Age-related Gut Microbiome Profile and Reversal of Microbial Imbalance by Trimetazidine Intervention

Background Despite the recognized link between microbiome and aging, the dynamic characteristics of the gut microbiota community across the human lifespan and their mechanistic contributions to aging remain unclear. Purpose In this study, we employed metagenomic sequencing and 16S rRNA sequencing to delineate the dynamic characteristics of gut microbiota during aging in human and rat cohorts, as well as exploring the potential mechanisms on microbiome-regulated aging in rats. Results Multi-cohort gut microbiome results revealed that microbial alterations during aging follow a nonlinear trajectory.
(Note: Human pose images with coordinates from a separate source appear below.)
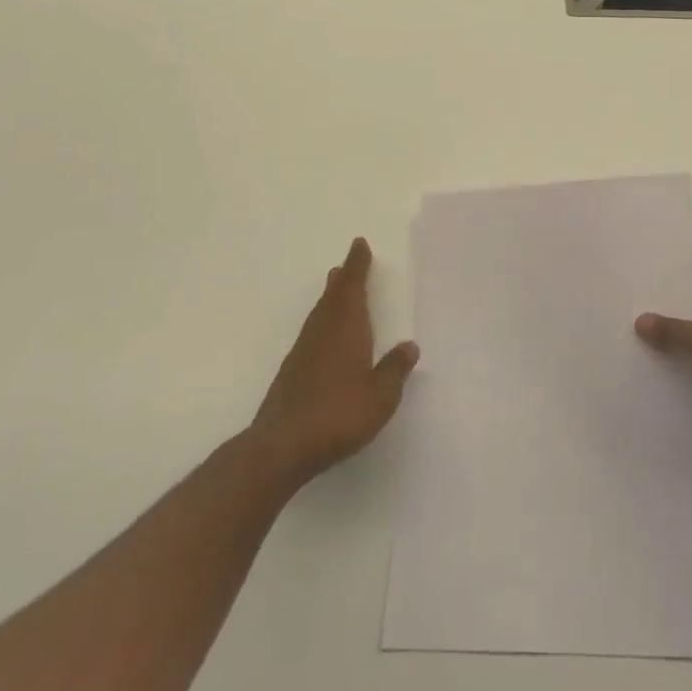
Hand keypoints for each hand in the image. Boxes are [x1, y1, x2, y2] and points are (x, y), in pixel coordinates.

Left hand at [251, 238, 418, 487]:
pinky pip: (312, 332)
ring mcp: (303, 351)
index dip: (357, 266)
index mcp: (347, 329)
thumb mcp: (381, 396)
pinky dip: (322, 321)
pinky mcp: (292, 371)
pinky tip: (325, 335)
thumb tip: (409, 346)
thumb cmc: (339, 414)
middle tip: (349, 263)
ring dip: (330, 297)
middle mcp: (323, 332)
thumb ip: (395, 370)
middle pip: (333, 296)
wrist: (282, 445)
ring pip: (320, 313)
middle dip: (343, 278)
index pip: (353, 288)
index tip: (359, 245)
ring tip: (336, 287)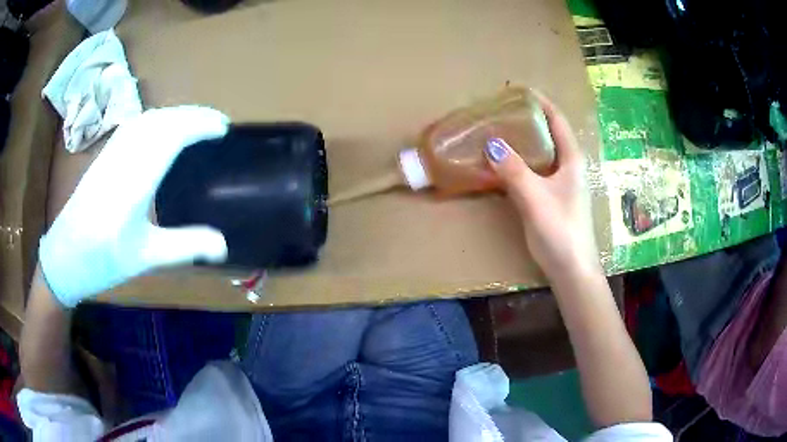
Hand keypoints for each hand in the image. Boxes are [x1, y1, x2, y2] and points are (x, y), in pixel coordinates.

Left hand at [39, 106, 229, 306]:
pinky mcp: (103, 157)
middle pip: (160, 120)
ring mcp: (110, 154)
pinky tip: (160, 129)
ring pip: (146, 119)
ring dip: (174, 114)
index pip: (170, 136)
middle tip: (216, 123)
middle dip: (191, 114)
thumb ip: (184, 247)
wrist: (64, 257)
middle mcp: (122, 159)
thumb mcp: (145, 258)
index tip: (223, 128)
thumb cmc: (102, 261)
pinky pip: (133, 126)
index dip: (199, 125)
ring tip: (194, 122)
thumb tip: (224, 247)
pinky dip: (155, 119)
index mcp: (134, 182)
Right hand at [485, 93, 599, 278]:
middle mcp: (567, 166)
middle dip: (526, 120)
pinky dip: (516, 163)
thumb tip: (490, 143)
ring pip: (538, 153)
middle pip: (547, 134)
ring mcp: (559, 183)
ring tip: (496, 132)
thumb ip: (513, 170)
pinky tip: (500, 165)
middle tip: (500, 112)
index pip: (557, 120)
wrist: (571, 270)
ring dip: (520, 142)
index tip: (518, 90)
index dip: (540, 102)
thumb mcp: (535, 198)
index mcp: (571, 159)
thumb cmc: (560, 231)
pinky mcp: (550, 198)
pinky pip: (532, 171)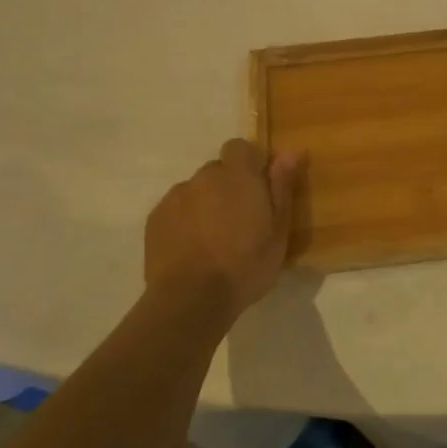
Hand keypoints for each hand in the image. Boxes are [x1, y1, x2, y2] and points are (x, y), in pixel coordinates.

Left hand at [144, 140, 304, 317]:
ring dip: (205, 204)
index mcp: (238, 177)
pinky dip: (185, 220)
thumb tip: (291, 151)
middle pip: (217, 170)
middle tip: (238, 221)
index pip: (240, 147)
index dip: (249, 163)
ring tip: (212, 239)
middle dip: (227, 187)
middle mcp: (204, 177)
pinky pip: (176, 209)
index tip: (258, 189)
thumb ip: (282, 187)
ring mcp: (175, 196)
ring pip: (195, 190)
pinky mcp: (155, 218)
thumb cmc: (245, 266)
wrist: (190, 300)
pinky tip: (192, 248)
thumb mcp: (278, 231)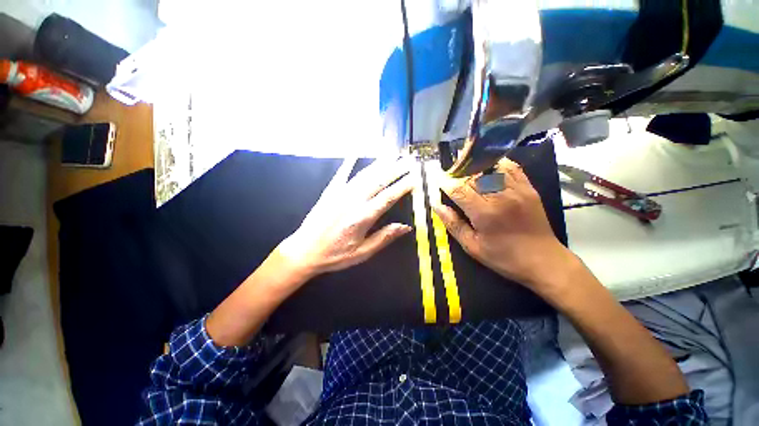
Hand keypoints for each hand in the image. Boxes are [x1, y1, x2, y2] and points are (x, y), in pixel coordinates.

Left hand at [276, 157, 412, 280]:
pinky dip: (349, 162)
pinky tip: (355, 152)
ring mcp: (340, 194)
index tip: (415, 177)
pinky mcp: (330, 192)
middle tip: (408, 160)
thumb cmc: (335, 255)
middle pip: (378, 181)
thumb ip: (384, 238)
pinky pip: (341, 173)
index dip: (403, 186)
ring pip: (364, 174)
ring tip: (392, 154)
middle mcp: (353, 201)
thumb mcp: (362, 253)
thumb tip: (405, 227)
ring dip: (379, 163)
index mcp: (362, 217)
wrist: (304, 251)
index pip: (388, 197)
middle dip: (395, 169)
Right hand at [433, 158, 574, 291]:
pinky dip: (496, 165)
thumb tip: (437, 206)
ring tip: (465, 171)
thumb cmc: (504, 257)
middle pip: (473, 176)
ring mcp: (517, 189)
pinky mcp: (529, 188)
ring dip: (475, 168)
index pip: (459, 189)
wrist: (544, 261)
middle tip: (449, 176)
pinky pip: (511, 168)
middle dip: (458, 174)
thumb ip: (454, 224)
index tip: (438, 179)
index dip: (446, 182)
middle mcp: (501, 196)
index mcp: (485, 213)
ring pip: (490, 168)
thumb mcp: (472, 246)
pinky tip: (487, 168)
Functional enrichment analysis showed that lipid metabolism was increased with age in both human and animal models, consistent with marked abundance changes in gut microbiota implicated in lipid metabolism (e.g., Catenulispora and Luteipulveratus ). Subsequently, Trimetazidine, a fatty acid oxidation inhibitor, significantly suppressed the abundance of lipid metabolism associated-gut microbiota in aging rats. Further functional profiling and experimental validation confirmed that trimetazidine inhibited fatty acid oxidation, as well as inhibited expression of senescence markers p21 and p16. Conclusions In conclusion, gut microbiota composition undergoes age-dependent remodeling in humans and rats, with significant enrichment of fatty acid oxidation-related microbiome in aged states. Trimetazidine contributes to alleviating aging process by modulating gut microbial homeostasis and fatty acid metabolism.